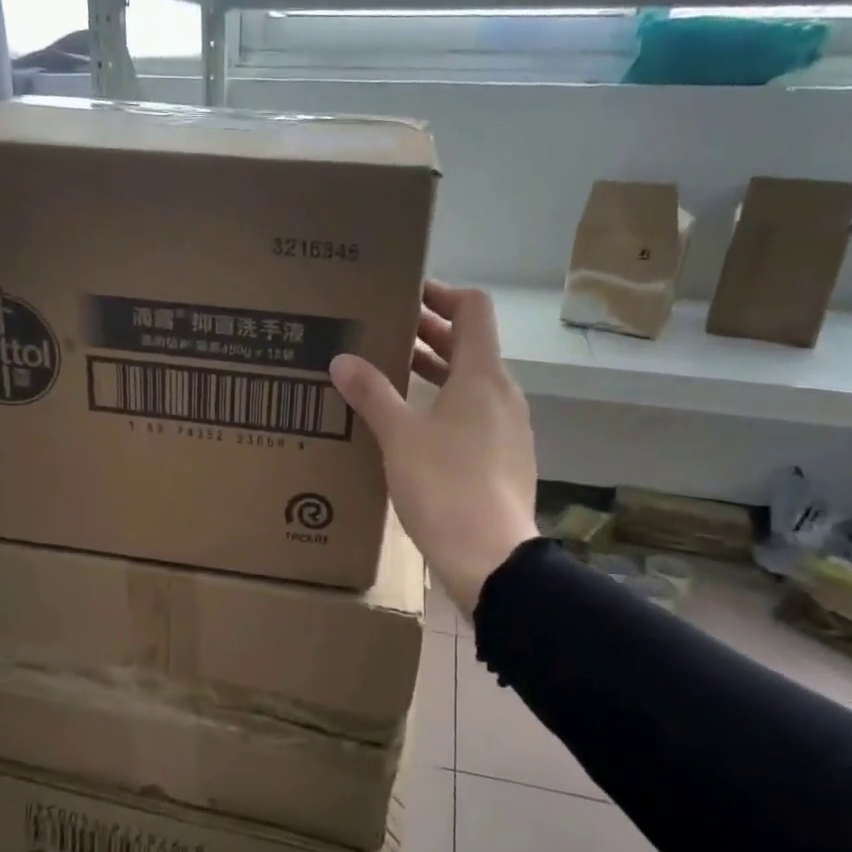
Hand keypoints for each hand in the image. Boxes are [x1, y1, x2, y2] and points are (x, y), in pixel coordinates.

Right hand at [330, 281, 537, 617]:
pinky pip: (476, 415)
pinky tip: (415, 427)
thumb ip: (371, 393)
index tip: (407, 295)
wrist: (490, 558)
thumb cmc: (444, 486)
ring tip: (393, 374)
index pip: (473, 310)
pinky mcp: (506, 460)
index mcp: (482, 376)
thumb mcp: (399, 436)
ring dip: (437, 371)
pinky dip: (447, 405)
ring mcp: (509, 430)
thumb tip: (342, 359)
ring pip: (472, 383)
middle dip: (430, 333)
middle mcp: (503, 395)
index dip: (443, 293)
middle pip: (471, 345)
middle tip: (386, 331)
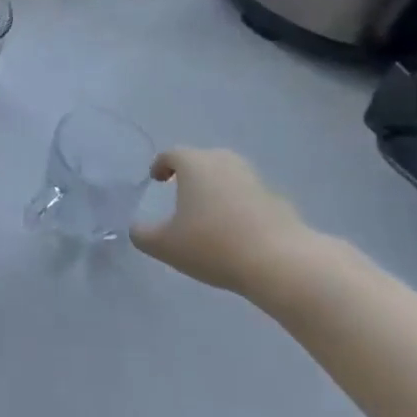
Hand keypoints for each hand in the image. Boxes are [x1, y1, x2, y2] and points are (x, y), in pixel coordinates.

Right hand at [131, 147, 322, 294]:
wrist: (281, 263)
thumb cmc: (213, 245)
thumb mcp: (165, 245)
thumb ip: (142, 234)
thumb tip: (136, 228)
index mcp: (195, 163)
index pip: (171, 154)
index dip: (160, 165)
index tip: (155, 180)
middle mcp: (224, 162)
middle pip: (201, 160)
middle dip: (189, 175)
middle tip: (179, 194)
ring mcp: (254, 179)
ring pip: (227, 177)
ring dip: (215, 190)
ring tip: (207, 214)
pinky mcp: (277, 199)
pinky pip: (248, 196)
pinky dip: (238, 206)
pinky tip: (235, 231)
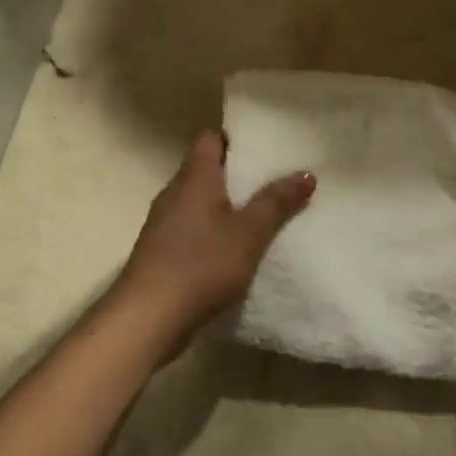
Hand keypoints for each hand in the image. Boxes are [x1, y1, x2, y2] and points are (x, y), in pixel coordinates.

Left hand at [116, 132, 314, 341]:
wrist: (148, 317)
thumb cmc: (201, 265)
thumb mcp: (249, 233)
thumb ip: (276, 202)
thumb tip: (307, 173)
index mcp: (194, 178)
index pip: (210, 138)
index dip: (236, 138)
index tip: (266, 145)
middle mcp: (174, 193)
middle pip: (206, 169)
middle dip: (238, 173)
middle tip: (275, 179)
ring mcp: (164, 223)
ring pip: (200, 201)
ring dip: (227, 204)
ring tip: (263, 212)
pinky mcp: (162, 251)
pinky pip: (193, 228)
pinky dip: (214, 230)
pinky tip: (236, 248)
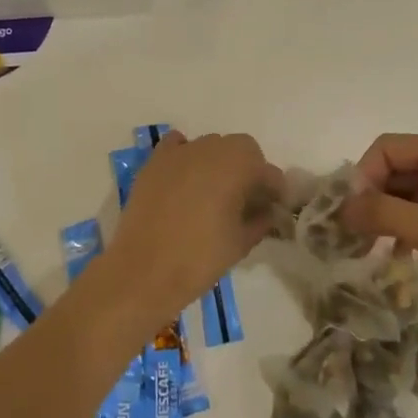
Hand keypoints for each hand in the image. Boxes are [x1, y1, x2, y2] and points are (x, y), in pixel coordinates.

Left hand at [90, 131, 281, 335]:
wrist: (143, 271)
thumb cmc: (199, 258)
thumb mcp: (241, 243)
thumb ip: (261, 220)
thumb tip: (268, 211)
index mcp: (238, 165)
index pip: (268, 171)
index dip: (274, 191)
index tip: (274, 208)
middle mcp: (211, 148)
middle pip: (241, 149)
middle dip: (249, 170)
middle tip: (246, 200)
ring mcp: (180, 152)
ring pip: (210, 146)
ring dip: (219, 163)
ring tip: (215, 193)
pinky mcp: (155, 161)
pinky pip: (178, 146)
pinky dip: (187, 155)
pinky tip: (186, 179)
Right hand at [340, 134, 417, 337]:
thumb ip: (383, 214)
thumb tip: (342, 207)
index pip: (388, 147)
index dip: (363, 176)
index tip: (350, 215)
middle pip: (398, 166)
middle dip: (372, 196)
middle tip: (353, 235)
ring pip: (410, 191)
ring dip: (387, 214)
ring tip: (370, 248)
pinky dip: (407, 227)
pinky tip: (399, 255)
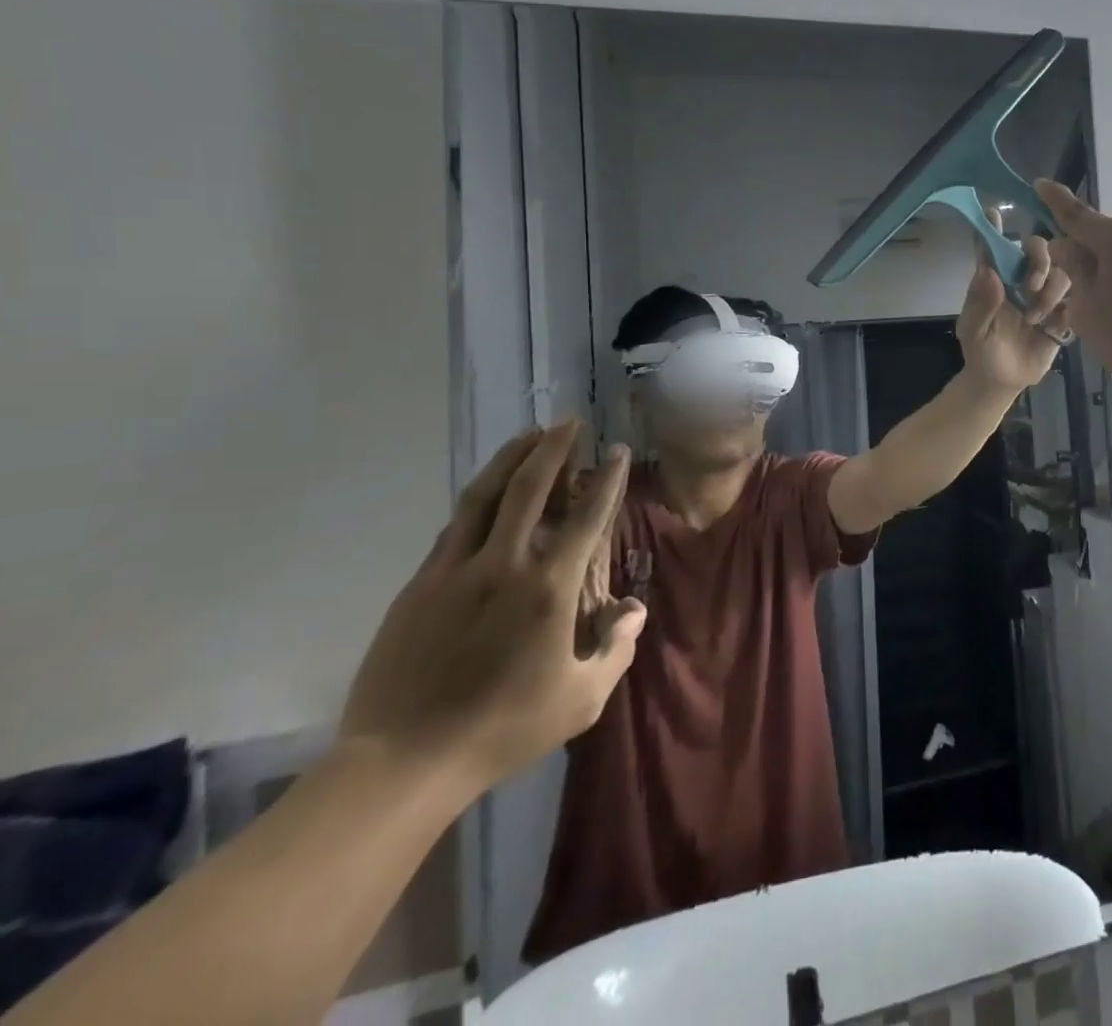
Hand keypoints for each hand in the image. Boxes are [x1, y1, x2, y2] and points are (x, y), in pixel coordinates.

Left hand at [340, 421, 646, 795]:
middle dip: (553, 449)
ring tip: (529, 435)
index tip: (616, 451)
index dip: (606, 479)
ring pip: (484, 497)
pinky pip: (454, 527)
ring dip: (510, 459)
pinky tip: (487, 491)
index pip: (586, 517)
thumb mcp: (581, 699)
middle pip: (529, 488)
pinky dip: (478, 499)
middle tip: (569, 423)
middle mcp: (504, 565)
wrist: (402, 762)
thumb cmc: (504, 729)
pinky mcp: (419, 586)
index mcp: (549, 589)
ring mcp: (455, 572)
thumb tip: (634, 608)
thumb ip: (616, 648)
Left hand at [956, 213, 1072, 392]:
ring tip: (1036, 319)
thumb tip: (989, 272)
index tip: (994, 211)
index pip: (993, 246)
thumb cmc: (981, 352)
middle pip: (1038, 249)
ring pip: (1061, 272)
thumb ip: (980, 304)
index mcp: (994, 279)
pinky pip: (1076, 297)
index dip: (993, 227)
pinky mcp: (1062, 312)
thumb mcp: (974, 331)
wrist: (1003, 381)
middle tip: (1031, 285)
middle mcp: (1020, 279)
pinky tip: (1053, 326)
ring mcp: (1043, 294)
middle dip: (1040, 260)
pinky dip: (1066, 308)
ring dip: (1050, 291)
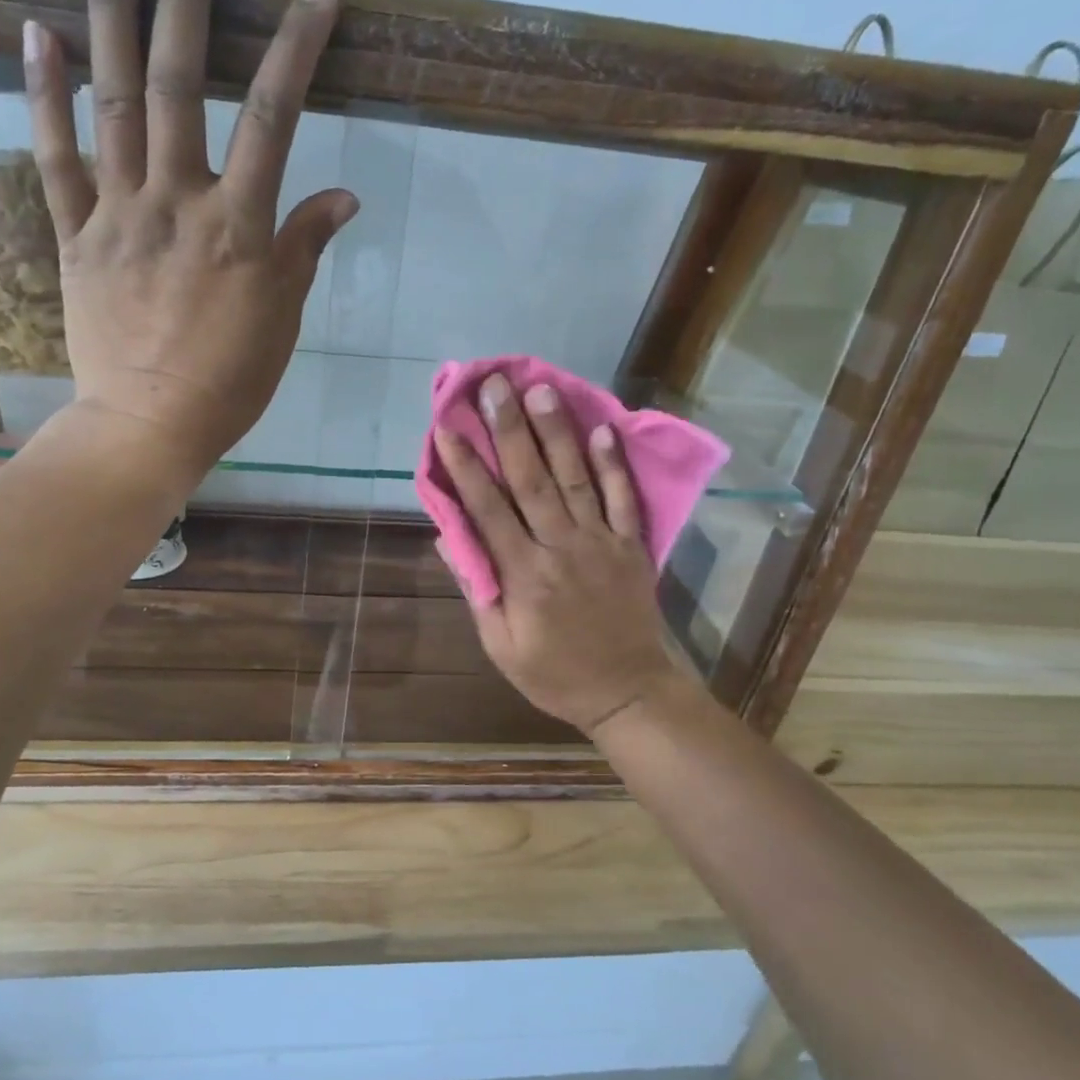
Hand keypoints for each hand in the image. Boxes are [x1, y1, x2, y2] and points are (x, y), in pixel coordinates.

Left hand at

========

### WHAT YOU HAVE TO DO
Copy out, from the material above, each line in which the string "Left" is found.

### RESPONSE AREA
Left hand at [116, 132, 314, 341]:
Left hand at [90, 131, 281, 335]:
Left hand at [340, 421, 646, 795]:
Left hand at [956, 213, 1072, 392]:
Left hand at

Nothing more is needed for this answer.